*TASK INSTRUCTIONS*.
How many of the lines below contain "numbered"? Answer with that number alone.

*AVAILABLE DATA*.

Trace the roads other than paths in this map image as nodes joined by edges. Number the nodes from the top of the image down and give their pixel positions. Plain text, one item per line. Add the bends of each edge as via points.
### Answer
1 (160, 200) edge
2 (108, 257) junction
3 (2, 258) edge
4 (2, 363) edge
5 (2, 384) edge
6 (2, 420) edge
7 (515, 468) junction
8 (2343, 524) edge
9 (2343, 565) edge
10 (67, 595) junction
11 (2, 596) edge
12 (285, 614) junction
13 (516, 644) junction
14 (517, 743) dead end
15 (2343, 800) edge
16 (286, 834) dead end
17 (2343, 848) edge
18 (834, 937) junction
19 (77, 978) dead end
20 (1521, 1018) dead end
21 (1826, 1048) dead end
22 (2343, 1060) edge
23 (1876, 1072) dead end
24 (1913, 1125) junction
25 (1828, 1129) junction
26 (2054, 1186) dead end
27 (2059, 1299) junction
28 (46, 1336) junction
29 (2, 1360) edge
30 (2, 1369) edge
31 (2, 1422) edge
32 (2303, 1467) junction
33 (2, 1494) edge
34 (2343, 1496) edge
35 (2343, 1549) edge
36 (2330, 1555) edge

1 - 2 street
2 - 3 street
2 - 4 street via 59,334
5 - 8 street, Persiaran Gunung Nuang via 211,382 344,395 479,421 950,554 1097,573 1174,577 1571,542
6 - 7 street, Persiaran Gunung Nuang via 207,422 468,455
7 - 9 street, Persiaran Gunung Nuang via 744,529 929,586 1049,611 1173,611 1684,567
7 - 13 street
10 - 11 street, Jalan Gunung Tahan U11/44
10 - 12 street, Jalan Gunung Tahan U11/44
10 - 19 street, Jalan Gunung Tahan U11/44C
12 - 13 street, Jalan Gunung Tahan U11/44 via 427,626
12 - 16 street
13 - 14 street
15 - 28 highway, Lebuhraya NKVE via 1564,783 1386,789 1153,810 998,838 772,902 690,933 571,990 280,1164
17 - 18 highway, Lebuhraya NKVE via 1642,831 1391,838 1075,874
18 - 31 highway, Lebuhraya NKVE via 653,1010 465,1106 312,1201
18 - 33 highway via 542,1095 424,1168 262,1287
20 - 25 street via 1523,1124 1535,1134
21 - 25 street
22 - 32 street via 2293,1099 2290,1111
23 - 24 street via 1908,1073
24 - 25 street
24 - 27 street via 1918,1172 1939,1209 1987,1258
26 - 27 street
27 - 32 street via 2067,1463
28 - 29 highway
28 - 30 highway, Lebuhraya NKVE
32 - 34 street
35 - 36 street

* * *

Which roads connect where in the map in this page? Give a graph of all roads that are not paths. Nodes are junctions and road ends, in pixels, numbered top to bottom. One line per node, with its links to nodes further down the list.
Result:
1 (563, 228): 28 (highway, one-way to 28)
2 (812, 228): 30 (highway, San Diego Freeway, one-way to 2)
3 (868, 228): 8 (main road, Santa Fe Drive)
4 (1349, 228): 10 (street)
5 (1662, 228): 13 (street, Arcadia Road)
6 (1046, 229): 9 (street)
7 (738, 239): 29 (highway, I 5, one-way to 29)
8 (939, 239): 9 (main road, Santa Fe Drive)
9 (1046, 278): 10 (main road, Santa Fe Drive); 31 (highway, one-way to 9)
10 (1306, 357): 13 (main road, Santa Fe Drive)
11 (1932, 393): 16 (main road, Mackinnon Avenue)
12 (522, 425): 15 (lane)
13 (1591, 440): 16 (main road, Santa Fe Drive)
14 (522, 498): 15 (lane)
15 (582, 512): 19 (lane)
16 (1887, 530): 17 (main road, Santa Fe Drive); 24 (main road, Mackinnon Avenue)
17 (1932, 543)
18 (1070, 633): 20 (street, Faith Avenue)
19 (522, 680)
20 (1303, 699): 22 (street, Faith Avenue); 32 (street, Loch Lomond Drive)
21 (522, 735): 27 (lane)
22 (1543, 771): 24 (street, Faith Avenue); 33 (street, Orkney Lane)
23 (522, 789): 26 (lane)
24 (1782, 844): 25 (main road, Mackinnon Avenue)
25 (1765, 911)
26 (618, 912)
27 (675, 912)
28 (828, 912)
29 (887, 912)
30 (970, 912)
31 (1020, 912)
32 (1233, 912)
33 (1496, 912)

---

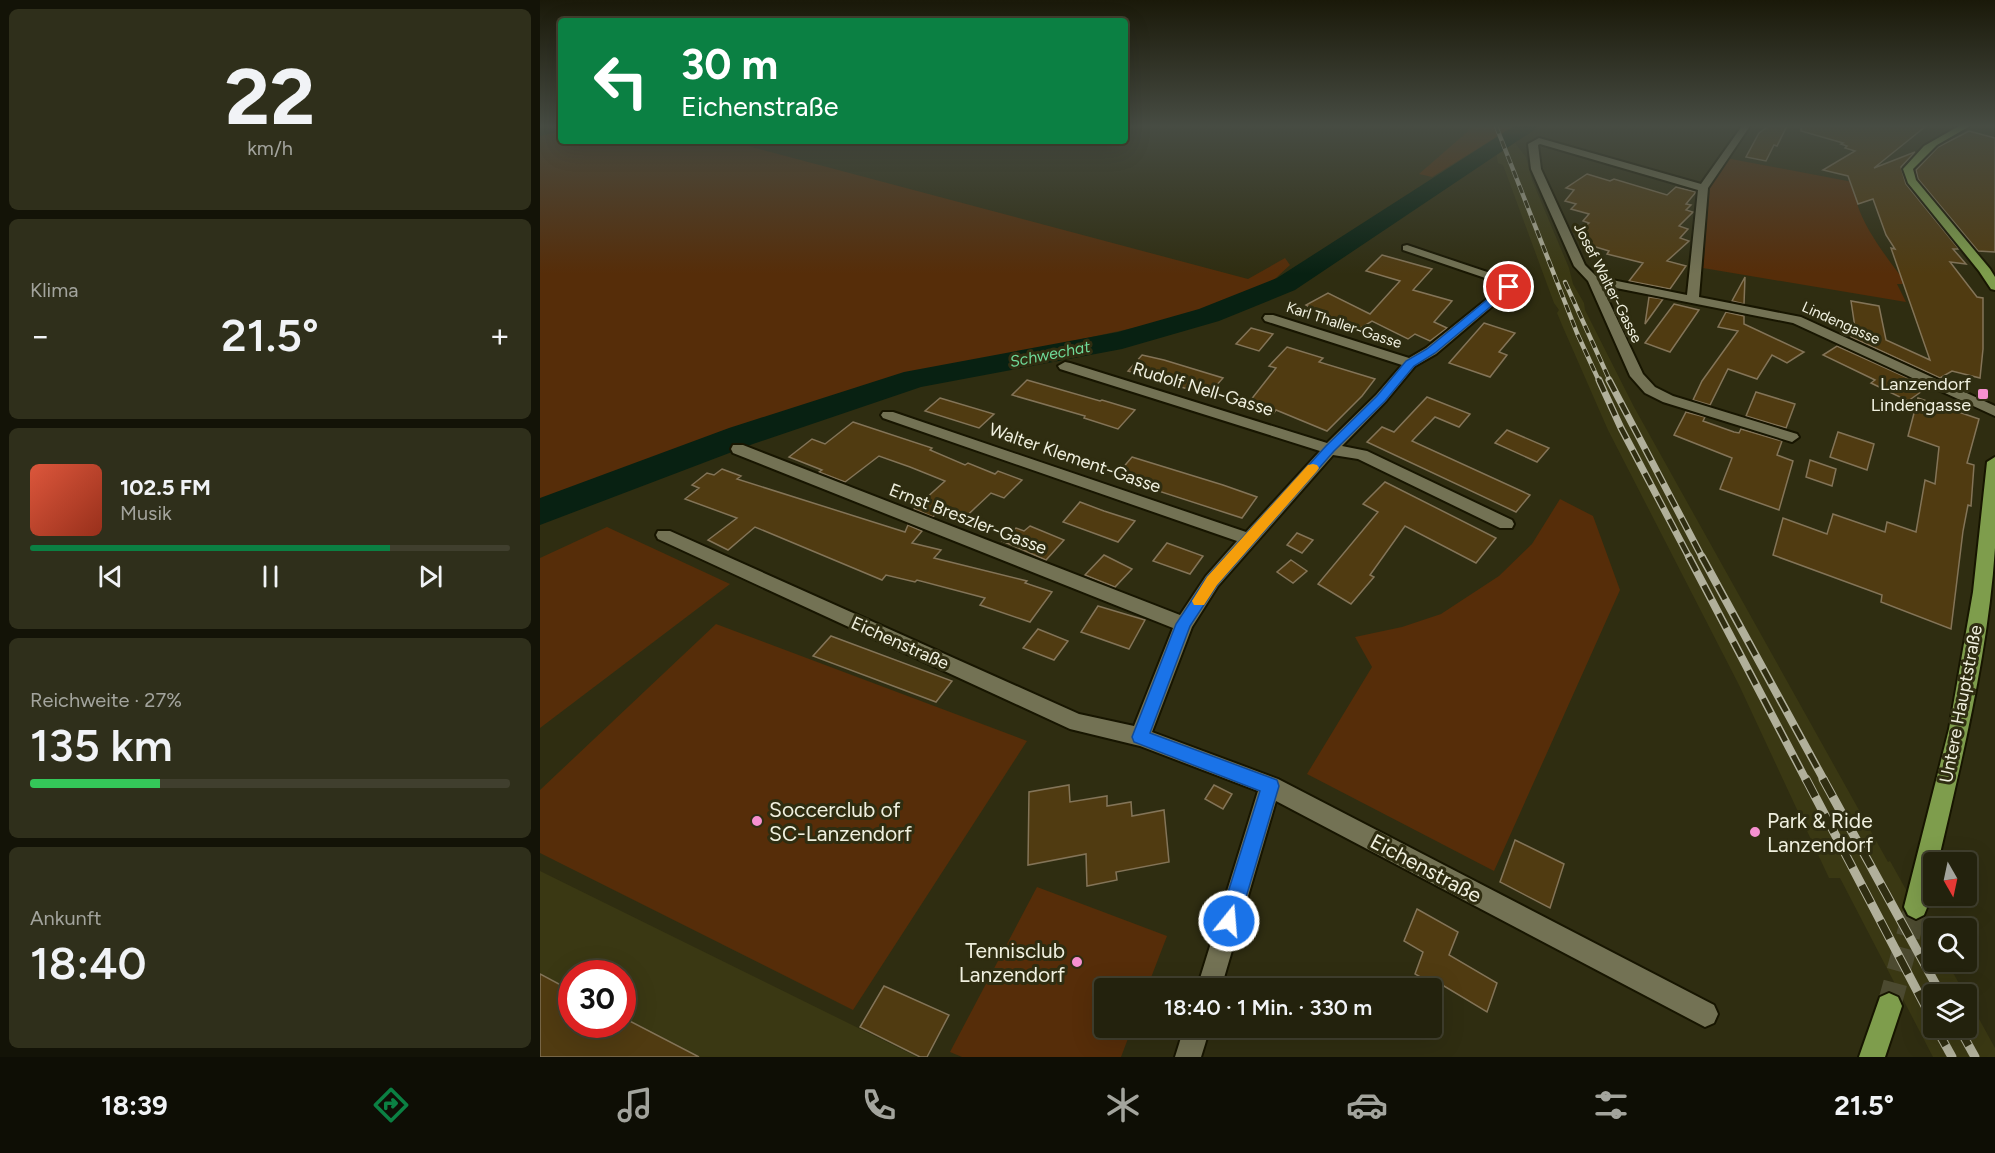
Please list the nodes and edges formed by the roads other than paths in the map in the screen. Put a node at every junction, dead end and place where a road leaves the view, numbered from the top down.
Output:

*EXERCISE SOLUTION*.
2